Inana | Do., 8. Mai 2025 - 14:10

Das Problem ist eher, dass es in der Debatte eigentlich nicht um Deutschland und um die eigene Gesellschaft geht, sondern, wie der Autor ja richtig schreibt, die Absicherung Osteuropas in erster Linie gegen Russland. Und eben auch darum, dass Deutschland auch in Staaten wie Polen oder Frankreich als "militärische Führungsmacht anerkannt werden will.
Und das kann man wollen. Nur man muss auch akzeptieren, dass das nicht unbedingt breiter Konsens ist, weil es dann doch weit von der bisherigen Politik ist - und kann auch nicht unbedingt erwarten, dass es breit verbindet, denn es sind eben nicht unbedingt im klassische Sinne nationale Interessen. Nationaler Konsens ist schon gar nicht, die teilweise durchaus durchscheinende Kriegsbegeisterung und starke Nähe zur Ukraine bei vielen Politikern überzeugt im Land nicht jeden.

Hans Süßenguth-Großmann | Do., 8. Mai 2025 - 17:57

auch ein bisschen damit zu tun, dass es dem Land gut geht. Dies kann ich nach der "Zeitenwende" nicht erkennen. Über NS 1 haben wir sicher und billig Gas bezogen. Das hat einigen nicht gefallen und sie haben uns den Tritt ans Schienbein verpasst. Wer es war?, Tiefes Schweigen.
Jetzt sollen wir keine Sünder mehr sein, weil wir mit dem bösen Putin nicht mehr handeln und jetzt patriotisch nach mehr Waffen schreien! Es geht uns also besser, wenn man Baerbock, Merz u.a. glaubt.
Ich als Defätist und "gelernter DDR Bürger" sage früher ging es uns gut, heute geht es uns besser. Es wäre besser, wenn es uns wieder gut gehen würde.

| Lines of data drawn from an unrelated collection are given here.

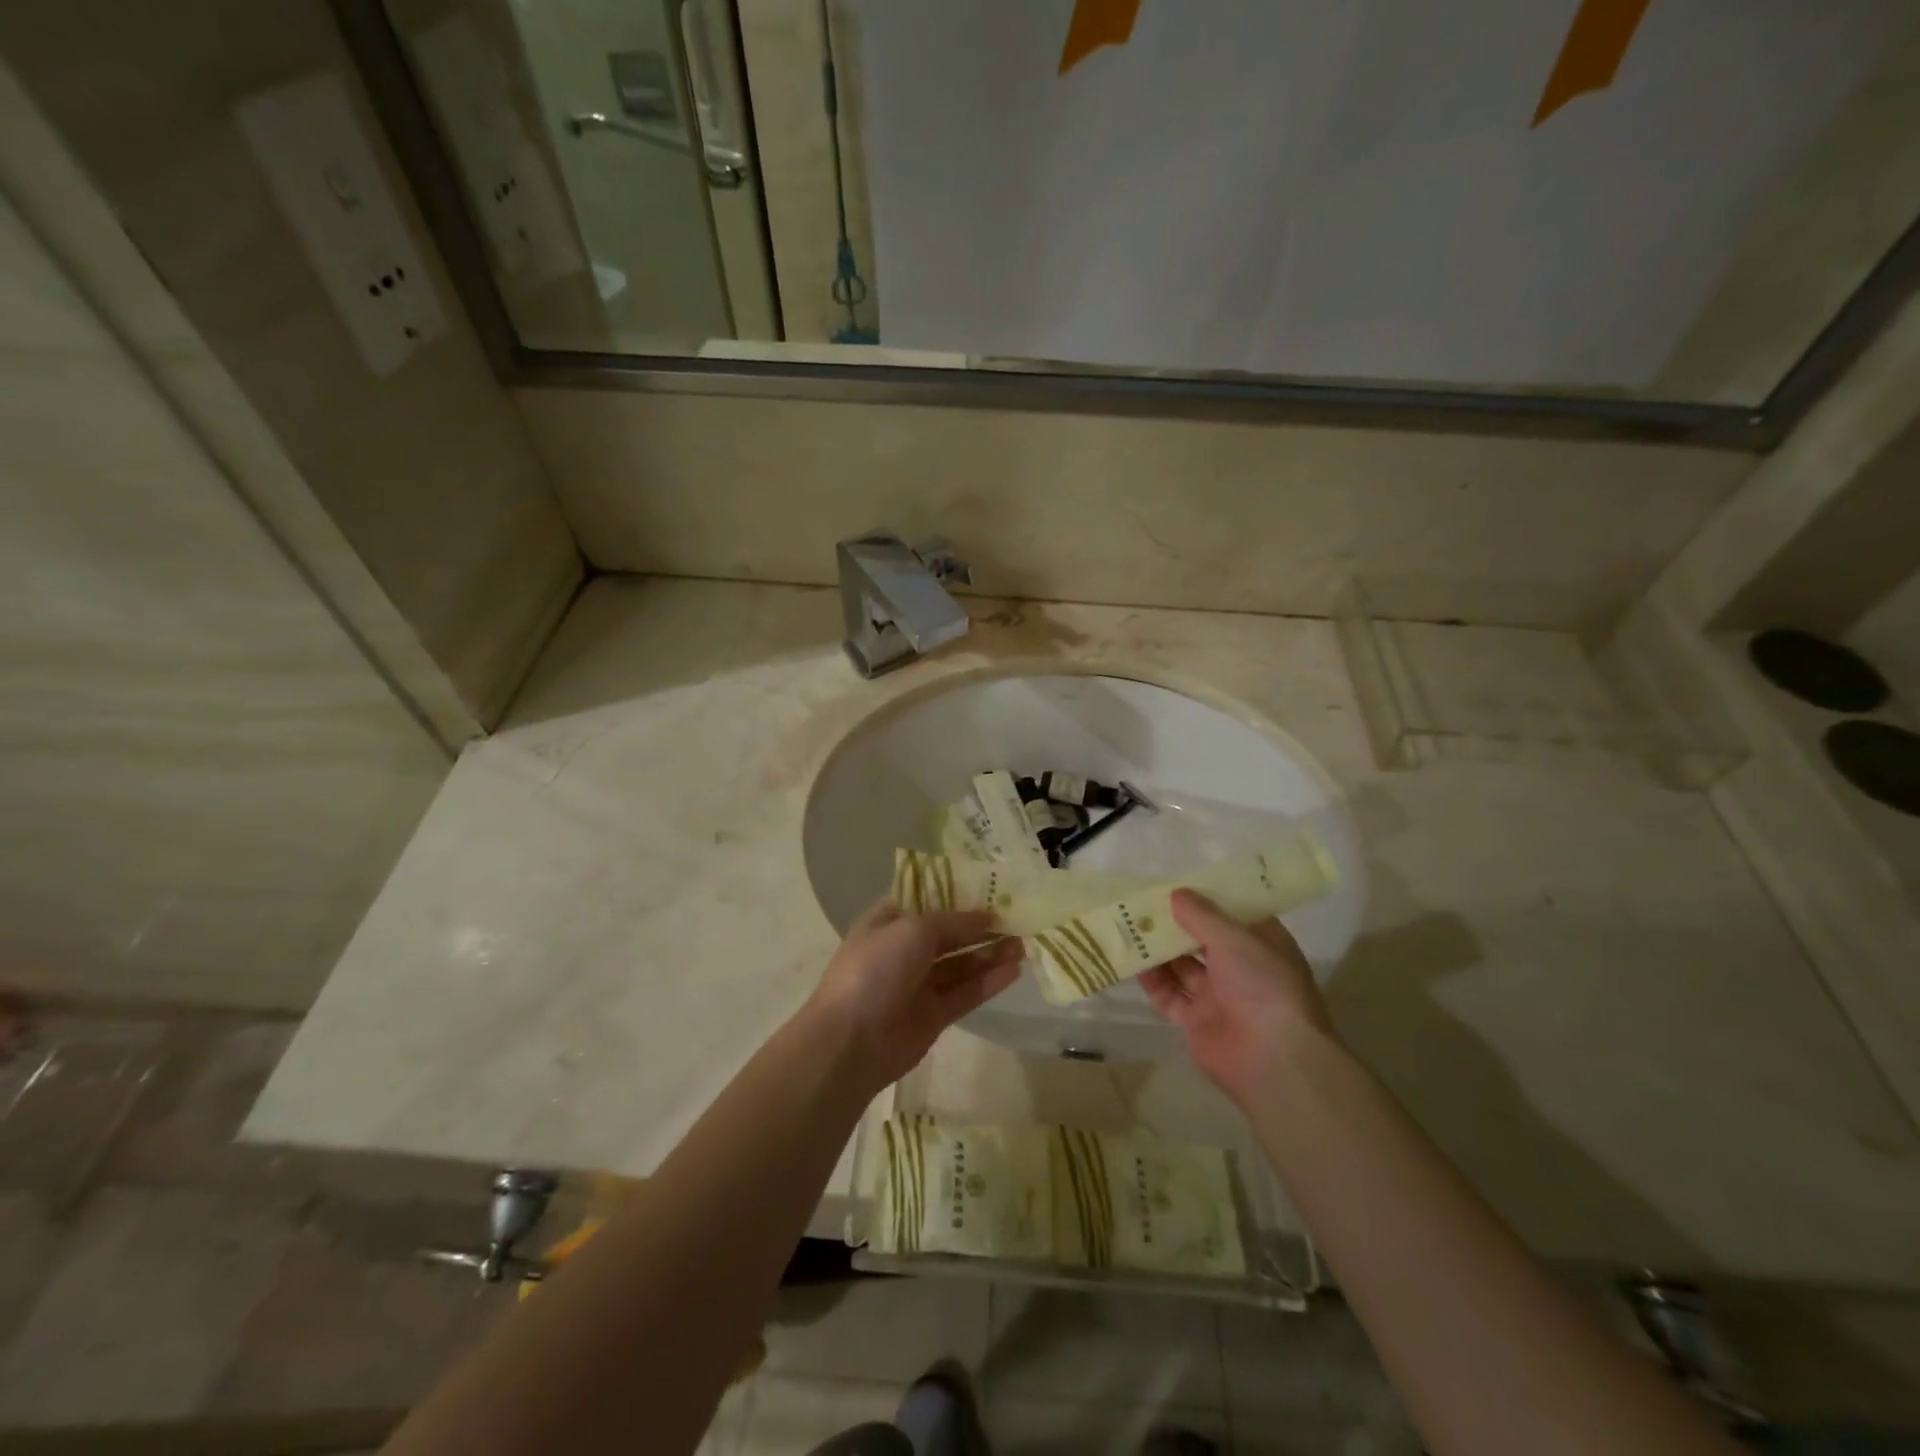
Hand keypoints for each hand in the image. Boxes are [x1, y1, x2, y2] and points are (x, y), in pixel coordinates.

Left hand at [803, 900, 1022, 1090]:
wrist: (851, 1041)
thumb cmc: (876, 969)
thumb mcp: (913, 930)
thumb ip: (954, 922)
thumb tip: (987, 916)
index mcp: (889, 922)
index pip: (927, 900)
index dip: (957, 894)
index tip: (991, 888)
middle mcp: (904, 949)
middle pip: (949, 933)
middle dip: (981, 926)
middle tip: (1018, 917)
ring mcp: (918, 984)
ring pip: (961, 964)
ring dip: (990, 953)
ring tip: (1024, 942)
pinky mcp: (934, 1015)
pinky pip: (966, 992)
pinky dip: (989, 981)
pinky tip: (1015, 970)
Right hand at [1139, 889, 1333, 1104]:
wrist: (1272, 1059)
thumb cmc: (1263, 986)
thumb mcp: (1234, 939)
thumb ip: (1202, 915)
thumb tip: (1176, 893)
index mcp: (1262, 945)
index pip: (1234, 914)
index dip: (1209, 898)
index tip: (1180, 880)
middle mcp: (1241, 968)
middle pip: (1203, 939)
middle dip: (1176, 923)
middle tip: (1144, 901)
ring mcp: (1218, 996)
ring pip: (1182, 966)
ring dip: (1160, 949)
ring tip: (1130, 925)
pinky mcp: (1196, 1021)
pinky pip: (1169, 995)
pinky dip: (1152, 980)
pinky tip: (1132, 961)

Konstantin Richter | Do., 8. Mai 2025 - 18:59

Panzer und Kampfflugzeuge braucht heutzutage ja keiner mehr um nach Deutschland zu gelangen. Die Entsendung einer ausreichenden Anzahl von "Flüchtlingen" reicht ja bereits aus. Der Sultan hat das begriffen. Man muß natürlich dabei einigermaßen behutsam vorgehen, damit niemand die Nachtigall trapsen hört. Ich denke, eine multikulturelle Gesellschaft kann keine wirkliche Wehrfähigkeit aufbauen, da die Interessenlagen der "Teilgesellschaften" zu unterschiedlich sind. Ein Krieg wird entweder durch Patrioten oder durch Söldner gewonnen. Ich denke wir verlieren, weil wir kaum noch Patrioten haben und uns für die Söldner langfristig die Mittel fehlen.